No es que estos edificios fueran interesantes en sí mismos. Podría afirmar con cierto cinismo que ni siquiera eso eran. Lo que les confería a estos “mamuts” otro estatus era precisamente su abandono, su valor-nulo-de-uso, la vida chiquitica que imaginaba había deambulado alguna vez por ellos y que ahora se contraía a cero. Ver que junto al timbre de la puerta colgaban aún nombres que nadie se había detenido a borrar: una tal familia Schmidt, un Magister Stepputat (magister en qué, se pregunta uno...), un tal Kohle..., le daban a ese futuro libro de interiores y textos una coherencia perversa, un punctum. Y una novela es sobre todo hacer que un pequeño núcleo vaya creciendo hasta que se convierta en algo dificil e intragable, para el propio creador, digo. Algo que probablemente nunca más volverá a leer el resto de su vida.

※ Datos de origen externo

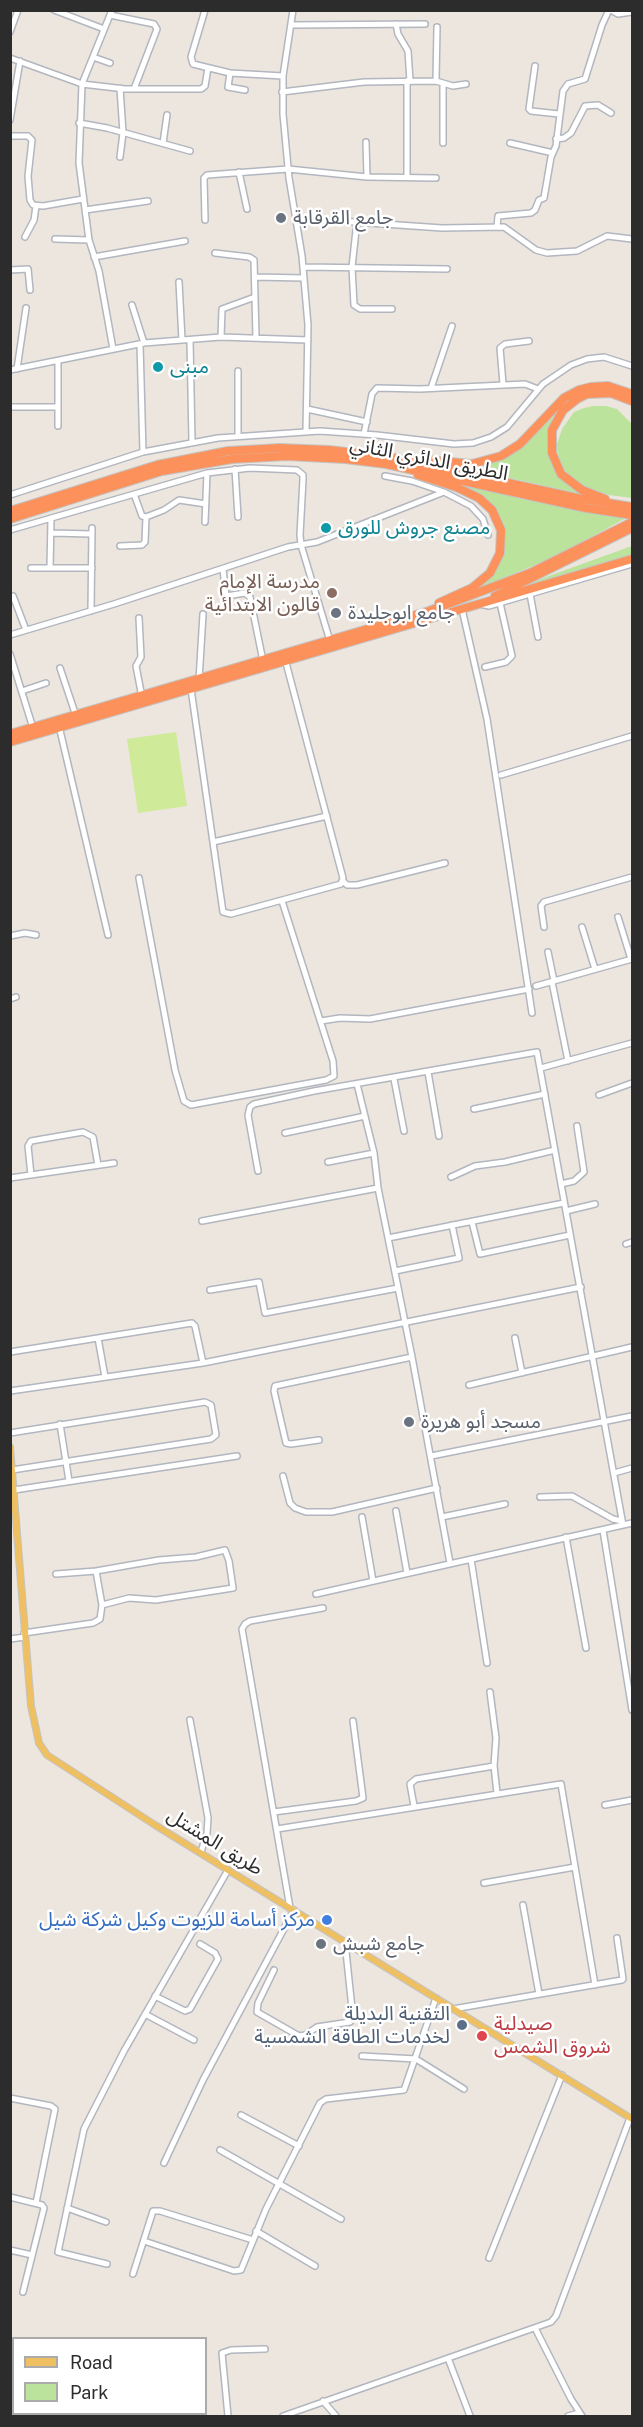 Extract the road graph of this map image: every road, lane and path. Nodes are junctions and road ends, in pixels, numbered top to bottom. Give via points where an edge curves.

De ahí que muchos escritores no puedan pasar de escribir la segunda o tercera novela, e incluso cuando lo logran, muchas veces acceden a ella desde la locura, como es el caso de Robert Walser, en Suiza, quien después del Jakob von Gunten sólo garrapateó pequeños microrrelatos hasta que se internó en un manicomio y desapareció.
¿Puede llegar a hablar la literatura de otra cosa que no sean experiencias privadas, ficciones, memoria colectiva, sujeto frágil, pasado?